■ **DESCRIPTION OF THE TASK**
Output every record word for word.

*** Opening of RECORDS PROVIDED ***

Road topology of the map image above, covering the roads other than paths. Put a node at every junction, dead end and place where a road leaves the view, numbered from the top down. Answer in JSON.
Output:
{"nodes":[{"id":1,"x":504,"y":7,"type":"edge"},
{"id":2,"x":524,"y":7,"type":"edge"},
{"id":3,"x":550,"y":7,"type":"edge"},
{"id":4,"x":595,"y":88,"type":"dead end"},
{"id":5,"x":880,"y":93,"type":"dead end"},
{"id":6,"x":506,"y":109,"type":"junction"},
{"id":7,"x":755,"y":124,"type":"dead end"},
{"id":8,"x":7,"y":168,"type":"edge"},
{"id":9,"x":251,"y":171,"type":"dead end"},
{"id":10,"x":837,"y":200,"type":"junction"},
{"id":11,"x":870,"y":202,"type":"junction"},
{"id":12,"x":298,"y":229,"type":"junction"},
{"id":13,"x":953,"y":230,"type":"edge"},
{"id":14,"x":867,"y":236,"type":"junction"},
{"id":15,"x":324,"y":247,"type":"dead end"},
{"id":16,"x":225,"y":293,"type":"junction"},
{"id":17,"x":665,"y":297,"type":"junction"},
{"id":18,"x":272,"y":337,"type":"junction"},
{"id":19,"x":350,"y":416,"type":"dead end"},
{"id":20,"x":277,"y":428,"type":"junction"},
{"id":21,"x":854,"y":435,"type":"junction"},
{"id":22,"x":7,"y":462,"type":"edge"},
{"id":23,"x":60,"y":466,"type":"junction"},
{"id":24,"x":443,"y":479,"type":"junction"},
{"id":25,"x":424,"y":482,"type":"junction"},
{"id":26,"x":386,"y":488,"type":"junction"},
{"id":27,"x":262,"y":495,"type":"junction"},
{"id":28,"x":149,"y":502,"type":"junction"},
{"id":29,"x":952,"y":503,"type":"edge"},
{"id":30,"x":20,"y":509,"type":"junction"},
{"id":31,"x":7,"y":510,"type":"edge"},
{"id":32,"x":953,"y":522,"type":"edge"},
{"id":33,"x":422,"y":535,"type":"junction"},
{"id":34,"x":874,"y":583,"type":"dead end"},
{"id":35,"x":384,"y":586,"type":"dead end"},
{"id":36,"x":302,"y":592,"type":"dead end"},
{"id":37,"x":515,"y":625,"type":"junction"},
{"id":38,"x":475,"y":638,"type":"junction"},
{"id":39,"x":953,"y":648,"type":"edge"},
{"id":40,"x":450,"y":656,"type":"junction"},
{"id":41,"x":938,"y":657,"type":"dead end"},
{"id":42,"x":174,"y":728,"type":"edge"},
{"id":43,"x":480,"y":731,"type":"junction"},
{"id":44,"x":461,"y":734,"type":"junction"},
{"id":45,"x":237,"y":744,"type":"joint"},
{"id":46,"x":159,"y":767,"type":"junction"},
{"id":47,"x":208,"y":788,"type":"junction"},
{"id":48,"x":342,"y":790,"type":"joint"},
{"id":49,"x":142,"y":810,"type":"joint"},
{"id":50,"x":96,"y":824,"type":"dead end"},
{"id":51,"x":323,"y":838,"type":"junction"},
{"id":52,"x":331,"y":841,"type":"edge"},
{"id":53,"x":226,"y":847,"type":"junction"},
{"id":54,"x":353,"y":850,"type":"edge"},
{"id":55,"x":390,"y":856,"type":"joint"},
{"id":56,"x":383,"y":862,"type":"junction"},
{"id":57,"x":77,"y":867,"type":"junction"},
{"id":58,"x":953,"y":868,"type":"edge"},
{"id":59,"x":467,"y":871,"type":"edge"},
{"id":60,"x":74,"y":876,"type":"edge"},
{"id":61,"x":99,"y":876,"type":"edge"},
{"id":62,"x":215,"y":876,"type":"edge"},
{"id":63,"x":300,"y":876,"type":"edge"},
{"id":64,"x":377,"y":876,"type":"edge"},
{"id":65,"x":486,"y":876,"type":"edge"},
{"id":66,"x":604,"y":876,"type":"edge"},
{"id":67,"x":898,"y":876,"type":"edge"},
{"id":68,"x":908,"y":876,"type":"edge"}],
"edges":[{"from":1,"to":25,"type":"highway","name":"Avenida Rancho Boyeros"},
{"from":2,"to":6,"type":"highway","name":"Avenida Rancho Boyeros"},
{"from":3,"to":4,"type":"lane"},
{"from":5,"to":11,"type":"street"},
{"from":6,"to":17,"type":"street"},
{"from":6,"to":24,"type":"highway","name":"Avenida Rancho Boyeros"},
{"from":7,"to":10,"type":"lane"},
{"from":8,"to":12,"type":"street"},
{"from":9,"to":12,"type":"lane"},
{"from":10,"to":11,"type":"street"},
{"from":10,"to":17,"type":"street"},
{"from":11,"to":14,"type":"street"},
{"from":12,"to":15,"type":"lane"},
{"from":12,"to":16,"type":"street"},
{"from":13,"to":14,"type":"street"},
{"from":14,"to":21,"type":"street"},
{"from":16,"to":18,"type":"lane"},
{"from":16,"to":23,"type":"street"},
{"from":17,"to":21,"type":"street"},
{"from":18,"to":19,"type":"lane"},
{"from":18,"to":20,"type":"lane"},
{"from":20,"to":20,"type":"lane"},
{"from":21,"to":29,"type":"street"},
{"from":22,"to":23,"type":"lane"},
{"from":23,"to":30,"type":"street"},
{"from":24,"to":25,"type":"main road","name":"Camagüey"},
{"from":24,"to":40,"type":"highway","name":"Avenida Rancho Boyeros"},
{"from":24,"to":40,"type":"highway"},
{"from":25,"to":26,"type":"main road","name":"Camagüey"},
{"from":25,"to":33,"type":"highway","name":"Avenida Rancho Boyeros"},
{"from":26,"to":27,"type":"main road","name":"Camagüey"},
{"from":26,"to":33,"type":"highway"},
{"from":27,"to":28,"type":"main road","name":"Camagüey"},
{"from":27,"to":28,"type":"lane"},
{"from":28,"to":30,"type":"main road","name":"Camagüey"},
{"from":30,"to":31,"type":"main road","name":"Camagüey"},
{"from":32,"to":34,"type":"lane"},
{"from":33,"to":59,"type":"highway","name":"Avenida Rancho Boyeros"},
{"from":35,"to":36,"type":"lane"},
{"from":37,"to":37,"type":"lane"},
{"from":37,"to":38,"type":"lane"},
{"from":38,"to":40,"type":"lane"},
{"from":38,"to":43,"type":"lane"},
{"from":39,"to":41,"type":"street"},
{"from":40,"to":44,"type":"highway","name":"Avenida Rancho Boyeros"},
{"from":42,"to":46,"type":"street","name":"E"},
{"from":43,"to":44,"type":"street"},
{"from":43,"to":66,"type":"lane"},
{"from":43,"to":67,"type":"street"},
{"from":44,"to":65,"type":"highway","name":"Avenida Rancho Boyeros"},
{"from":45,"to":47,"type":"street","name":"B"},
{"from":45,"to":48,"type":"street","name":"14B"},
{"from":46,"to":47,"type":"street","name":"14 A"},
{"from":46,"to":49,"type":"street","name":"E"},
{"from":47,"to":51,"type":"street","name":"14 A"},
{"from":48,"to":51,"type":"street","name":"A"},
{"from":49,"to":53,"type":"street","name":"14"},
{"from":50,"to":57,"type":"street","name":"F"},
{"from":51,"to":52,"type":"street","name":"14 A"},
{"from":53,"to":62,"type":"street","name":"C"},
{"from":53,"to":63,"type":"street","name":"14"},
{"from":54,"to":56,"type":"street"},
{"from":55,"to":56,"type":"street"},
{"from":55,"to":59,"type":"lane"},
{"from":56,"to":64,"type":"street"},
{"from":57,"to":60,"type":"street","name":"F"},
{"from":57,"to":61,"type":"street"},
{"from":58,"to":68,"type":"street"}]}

*** Close of RECORDS PROVIDED ***

■ **EXERCISE RESPONSE**
Road topology of the map image above, covering the roads other than paths. Put a node at every junction, dead end and place where a road leaves the view, numbered from the top down. Answer in JSON.
Output:
{"nodes":[{"id":1,"x":504,"y":7,"type":"edge"},
{"id":2,"x":524,"y":7,"type":"edge"},
{"id":3,"x":550,"y":7,"type":"edge"},
{"id":4,"x":595,"y":88,"type":"dead end"},
{"id":5,"x":880,"y":93,"type":"dead end"},
{"id":6,"x":506,"y":109,"type":"junction"},
{"id":7,"x":755,"y":124,"type":"dead end"},
{"id":8,"x":7,"y":168,"type":"edge"},
{"id":9,"x":251,"y":171,"type":"dead end"},
{"id":10,"x":837,"y":200,"type":"junction"},
{"id":11,"x":870,"y":202,"type":"junction"},
{"id":12,"x":298,"y":229,"type":"junction"},
{"id":13,"x":953,"y":230,"type":"edge"},
{"id":14,"x":867,"y":236,"type":"junction"},
{"id":15,"x":324,"y":247,"type":"dead end"},
{"id":16,"x":225,"y":293,"type":"junction"},
{"id":17,"x":665,"y":297,"type":"junction"},
{"id":18,"x":272,"y":337,"type":"junction"},
{"id":19,"x":350,"y":416,"type":"dead end"},
{"id":20,"x":277,"y":428,"type":"junction"},
{"id":21,"x":854,"y":435,"type":"junction"},
{"id":22,"x":7,"y":462,"type":"edge"},
{"id":23,"x":60,"y":466,"type":"junction"},
{"id":24,"x":443,"y":479,"type":"junction"},
{"id":25,"x":424,"y":482,"type":"junction"},
{"id":26,"x":386,"y":488,"type":"junction"},
{"id":27,"x":262,"y":495,"type":"junction"},
{"id":28,"x":149,"y":502,"type":"junction"},
{"id":29,"x":952,"y":503,"type":"edge"},
{"id":30,"x":20,"y":509,"type":"junction"},
{"id":31,"x":7,"y":510,"type":"edge"},
{"id":32,"x":953,"y":522,"type":"edge"},
{"id":33,"x":422,"y":535,"type":"junction"},
{"id":34,"x":874,"y":583,"type":"dead end"},
{"id":35,"x":384,"y":586,"type":"dead end"},
{"id":36,"x":302,"y":592,"type":"dead end"},
{"id":37,"x":515,"y":625,"type":"junction"},
{"id":38,"x":475,"y":638,"type":"junction"},
{"id":39,"x":953,"y":648,"type":"edge"},
{"id":40,"x":450,"y":656,"type":"junction"},
{"id":41,"x":938,"y":657,"type":"dead end"},
{"id":42,"x":174,"y":728,"type":"edge"},
{"id":43,"x":480,"y":731,"type":"junction"},
{"id":44,"x":461,"y":734,"type":"junction"},
{"id":45,"x":237,"y":744,"type":"joint"},
{"id":46,"x":159,"y":767,"type":"junction"},
{"id":47,"x":208,"y":788,"type":"junction"},
{"id":48,"x":342,"y":790,"type":"joint"},
{"id":49,"x":142,"y":810,"type":"joint"},
{"id":50,"x":96,"y":824,"type":"dead end"},
{"id":51,"x":323,"y":838,"type":"junction"},
{"id":52,"x":331,"y":841,"type":"edge"},
{"id":53,"x":226,"y":847,"type":"junction"},
{"id":54,"x":353,"y":850,"type":"edge"},
{"id":55,"x":390,"y":856,"type":"joint"},
{"id":56,"x":383,"y":862,"type":"junction"},
{"id":57,"x":77,"y":867,"type":"junction"},
{"id":58,"x":953,"y":868,"type":"edge"},
{"id":59,"x":467,"y":871,"type":"edge"},
{"id":60,"x":74,"y":876,"type":"edge"},
{"id":61,"x":99,"y":876,"type":"edge"},
{"id":62,"x":215,"y":876,"type":"edge"},
{"id":63,"x":300,"y":876,"type":"edge"},
{"id":64,"x":377,"y":876,"type":"edge"},
{"id":65,"x":486,"y":876,"type":"edge"},
{"id":66,"x":604,"y":876,"type":"edge"},
{"id":67,"x":898,"y":876,"type":"edge"},
{"id":68,"x":908,"y":876,"type":"edge"}],
"edges":[{"from":1,"to":25,"type":"highway","name":"Avenida Rancho Boyeros"},
{"from":2,"to":6,"type":"highway","name":"Avenida Rancho Boyeros"},
{"from":3,"to":4,"type":"lane"},
{"from":5,"to":11,"type":"street"},
{"from":6,"to":17,"type":"street"},
{"from":6,"to":24,"type":"highway","name":"Avenida Rancho Boyeros"},
{"from":7,"to":10,"type":"lane"},
{"from":8,"to":12,"type":"street"},
{"from":9,"to":12,"type":"lane"},
{"from":10,"to":11,"type":"street"},
{"from":10,"to":17,"type":"street"},
{"from":11,"to":14,"type":"street"},
{"from":12,"to":15,"type":"lane"},
{"from":12,"to":16,"type":"street"},
{"from":13,"to":14,"type":"street"},
{"from":14,"to":21,"type":"street"},
{"from":16,"to":18,"type":"lane"},
{"from":16,"to":23,"type":"street"},
{"from":17,"to":21,"type":"street"},
{"from":18,"to":19,"type":"lane"},
{"from":18,"to":20,"type":"lane"},
{"from":20,"to":20,"type":"lane"},
{"from":21,"to":29,"type":"street"},
{"from":22,"to":23,"type":"lane"},
{"from":23,"to":30,"type":"street"},
{"from":24,"to":25,"type":"main road","name":"Camagüey"},
{"from":24,"to":40,"type":"highway","name":"Avenida Rancho Boyeros"},
{"from":24,"to":40,"type":"highway"},
{"from":25,"to":26,"type":"main road","name":"Camagüey"},
{"from":25,"to":33,"type":"highway","name":"Avenida Rancho Boyeros"},
{"from":26,"to":27,"type":"main road","name":"Camagüey"},
{"from":26,"to":33,"type":"highway"},
{"from":27,"to":28,"type":"main road","name":"Camagüey"},
{"from":27,"to":28,"type":"lane"},
{"from":28,"to":30,"type":"main road","name":"Camagüey"},
{"from":30,"to":31,"type":"main road","name":"Camagüey"},
{"from":32,"to":34,"type":"lane"},
{"from":33,"to":59,"type":"highway","name":"Avenida Rancho Boyeros"},
{"from":35,"to":36,"type":"lane"},
{"from":37,"to":37,"type":"lane"},
{"from":37,"to":38,"type":"lane"},
{"from":38,"to":40,"type":"lane"},
{"from":38,"to":43,"type":"lane"},
{"from":39,"to":41,"type":"street"},
{"from":40,"to":44,"type":"highway","name":"Avenida Rancho Boyeros"},
{"from":42,"to":46,"type":"street","name":"E"},
{"from":43,"to":44,"type":"street"},
{"from":43,"to":66,"type":"lane"},
{"from":43,"to":67,"type":"street"},
{"from":44,"to":65,"type":"highway","name":"Avenida Rancho Boyeros"},
{"from":45,"to":47,"type":"street","name":"B"},
{"from":45,"to":48,"type":"street","name":"14B"},
{"from":46,"to":47,"type":"street","name":"14 A"},
{"from":46,"to":49,"type":"street","name":"E"},
{"from":47,"to":51,"type":"street","name":"14 A"},
{"from":48,"to":51,"type":"street","name":"A"},
{"from":49,"to":53,"type":"street","name":"14"},
{"from":50,"to":57,"type":"street","name":"F"},
{"from":51,"to":52,"type":"street","name":"14 A"},
{"from":53,"to":62,"type":"street","name":"C"},
{"from":53,"to":63,"type":"street","name":"14"},
{"from":54,"to":56,"type":"street"},
{"from":55,"to":56,"type":"street"},
{"from":55,"to":59,"type":"lane"},
{"from":56,"to":64,"type":"street"},
{"from":57,"to":60,"type":"street","name":"F"},
{"from":57,"to":61,"type":"street"},
{"from":58,"to":68,"type":"street"}]}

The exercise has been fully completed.